30. We call upon federal, provincial, and territorial governments to commit to eliminating the overrepresentation of Aboriginal people in custody over the next decade, and to issue detailed annual reports that monitor and evaluate progress in doing so.
This recommendation calls into action how legal practitioners and law enforcers alike can work together and be held responsible for treating Aboriginal peoples the same as their white counterparts. This includes opening opportunities to them they have been denied thus far; like providing offenders with equal amounts of time consulting with lawyers, an opportunity to make bail, and challenge incarceration laws that have disrupted racial representation in prisons. As a society that values justice and equality, we must address the systematic racism ingrained in legal procedures and ensure these goals are met.
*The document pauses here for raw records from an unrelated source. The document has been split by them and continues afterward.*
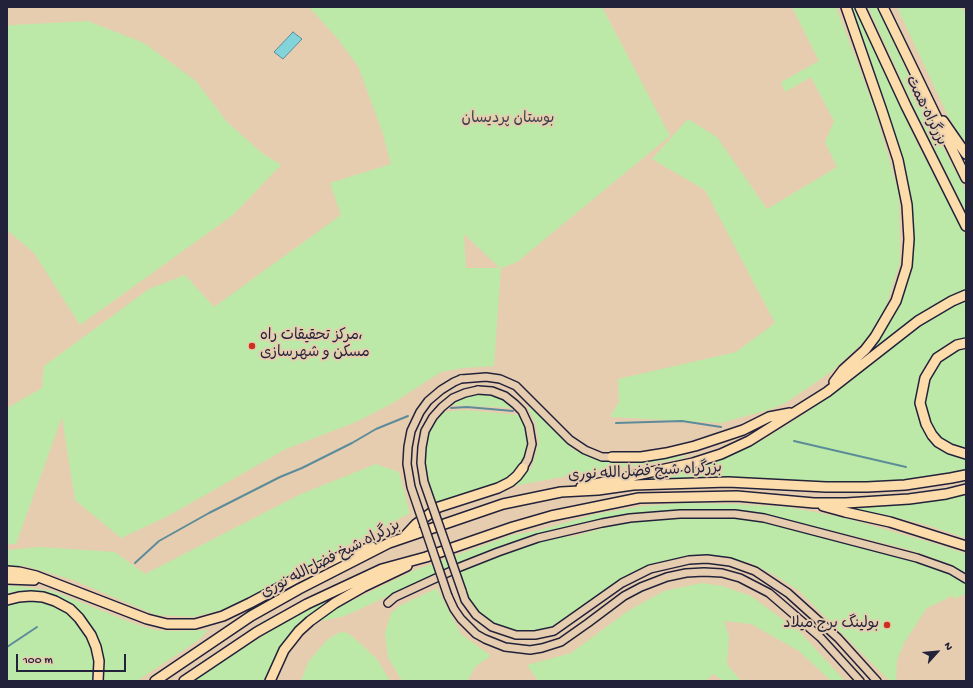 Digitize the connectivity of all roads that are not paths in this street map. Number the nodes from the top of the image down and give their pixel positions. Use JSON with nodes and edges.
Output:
{"nodes":[{"id":1,"x":846,"y":7,"type":"edge"},
{"id":2,"x":860,"y":7,"type":"edge"},
{"id":3,"x":883,"y":7,"type":"edge"},
{"id":4,"x":928,"y":102,"type":"junction"},
{"id":5,"x":966,"y":154,"type":"edge"},
{"id":6,"x":966,"y":178,"type":"edge"},
{"id":7,"x":966,"y":226,"type":"edge"},
{"id":8,"x":966,"y":295,"type":"edge"},
{"id":9,"x":966,"y":343,"type":"edge"},
{"id":10,"x":827,"y":392,"type":"junction"},
{"id":11,"x":798,"y":412,"type":"junction"},
{"id":12,"x":966,"y":454,"type":"edge"},
{"id":13,"x":612,"y":458,"type":"joint"},
{"id":14,"x":523,"y":468,"type":"joint"},
{"id":15,"x":966,"y":475,"type":"edge"},
{"id":16,"x":966,"y":489,"type":"edge"},
{"id":17,"x":562,"y":492,"type":"junction"},
{"id":18,"x":814,"y":503,"type":"junction"},
{"id":19,"x":403,"y":538,"type":"junction"},
{"id":20,"x":389,"y":543,"type":"junction"},
{"id":21,"x":966,"y":546,"type":"edge"},
{"id":22,"x":426,"y":557,"type":"junction"},
{"id":23,"x":7,"y":571,"type":"edge"},
{"id":24,"x":7,"y":579,"type":"edge"},
{"id":25,"x":626,"y":580,"type":"junction"},
{"id":26,"x":966,"y":580,"type":"edge"},
{"id":27,"x":52,"y":582,"type":"junction"},
{"id":28,"x":632,"y":592,"type":"junction"},
{"id":29,"x":7,"y":600,"type":"edge"},
{"id":30,"x":388,"y":603,"type":"dead end"},
{"id":31,"x":98,"y":681,"type":"edge"},
{"id":32,"x":155,"y":681,"type":"edge"},
{"id":33,"x":184,"y":681,"type":"edge"},
{"id":34,"x":270,"y":681,"type":"edge"},
{"id":35,"x":860,"y":681,"type":"edge"},
{"id":36,"x":877,"y":681,"type":"edge"}],
"edges":[{"from":1,"to":10,"type":"highway"},
{"from":2,"to":7,"type":"highway","name":"بزرگراه همت"},
{"from":3,"to":4,"type":"highway","name":"بزرگراه همت"},
{"from":4,"to":5,"type":"highway"},
{"from":4,"to":6,"type":"highway","name":"بزرگراه همت"},
{"from":8,"to":10,"type":"highway"},
{"from":9,"to":12,"type":"highway"},
{"from":10,"to":11,"type":"highway"},
{"from":11,"to":13,"type":"highway"},
{"from":11,"to":17,"type":"highway"},
{"from":13,"to":28,"type":"street","bridge":true},
{"from":14,"to":19,"type":"highway"},
{"from":14,"to":25,"type":"street","bridge":true},
{"from":15,"to":17,"type":"highway","name":"بزرگراه شیخ فضل‌الله نوری"},
{"from":16,"to":18,"type":"highway","name":"بزرگراه شیخ فضل‌الله نوری"},
{"from":17,"to":19,"type":"highway","name":"بزرگراه شیخ فضل‌الله نوری"},
{"from":18,"to":21,"type":"highway"},
{"from":18,"to":22,"type":"highway","name":"بزرگراه شیخ فضل‌الله نوری"},
{"from":19,"to":20,"type":"highway","name":"بزرگراه شیخ فضل‌الله نوری"},
{"from":20,"to":27,"type":"highway"},
{"from":20,"to":32,"type":"highway","name":"بزرگراه شیخ فضل‌الله نوری"},
{"from":22,"to":33,"type":"highway","name":"بزرگراه شیخ فضل‌الله نوری"},
{"from":22,"to":34,"type":"highway"},
{"from":23,"to":27,"type":"highway"},
{"from":24,"to":27,"type":"highway"},
{"from":25,"to":28,"type":"street"},
{"from":25,"to":36,"type":"street"},
{"from":26,"to":30,"type":"street"},
{"from":28,"to":35,"type":"street"},
{"from":29,"to":31,"type":"highway"}]} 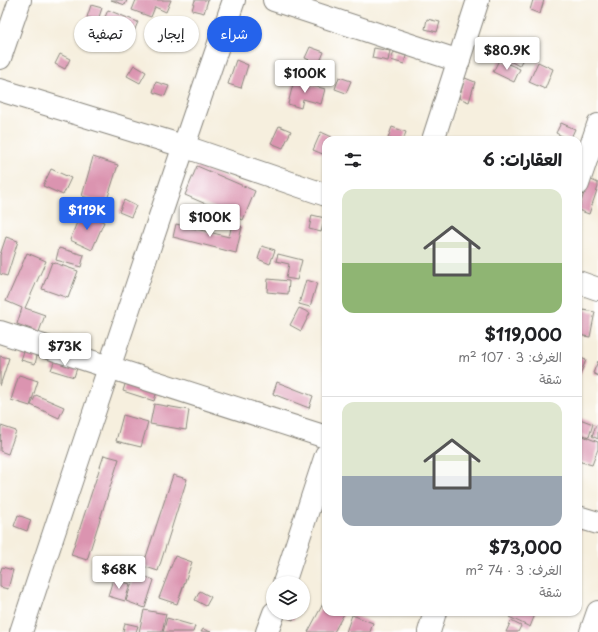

The overrepresentation of Aboriginal peoples in federal/provincial prisons under custody, in Manitoba alone where indigenous peoples make up only about a tenth of the population…over half of the prisoner population is made up of peoples with native heritage. This is thought to be due to a mutually influential cycle of Aboriginals growing up under intense social discrimination making them more likely to commit crimes and act out, as well as an inherently discriminatory legal justice system.
In a society protected under Canadian federal law that seeks to unite populations of Canada, it is inherently discriminatory to ignore the respective cultural and social problems faced by Aboriginal peoples. As the oppression endured by indigenous peoples has caused a predisposition for them to commit and be charged with breaking the law, it is only suitable that the federal government and indigenous populations assimilate to aid this significant problem of inequality.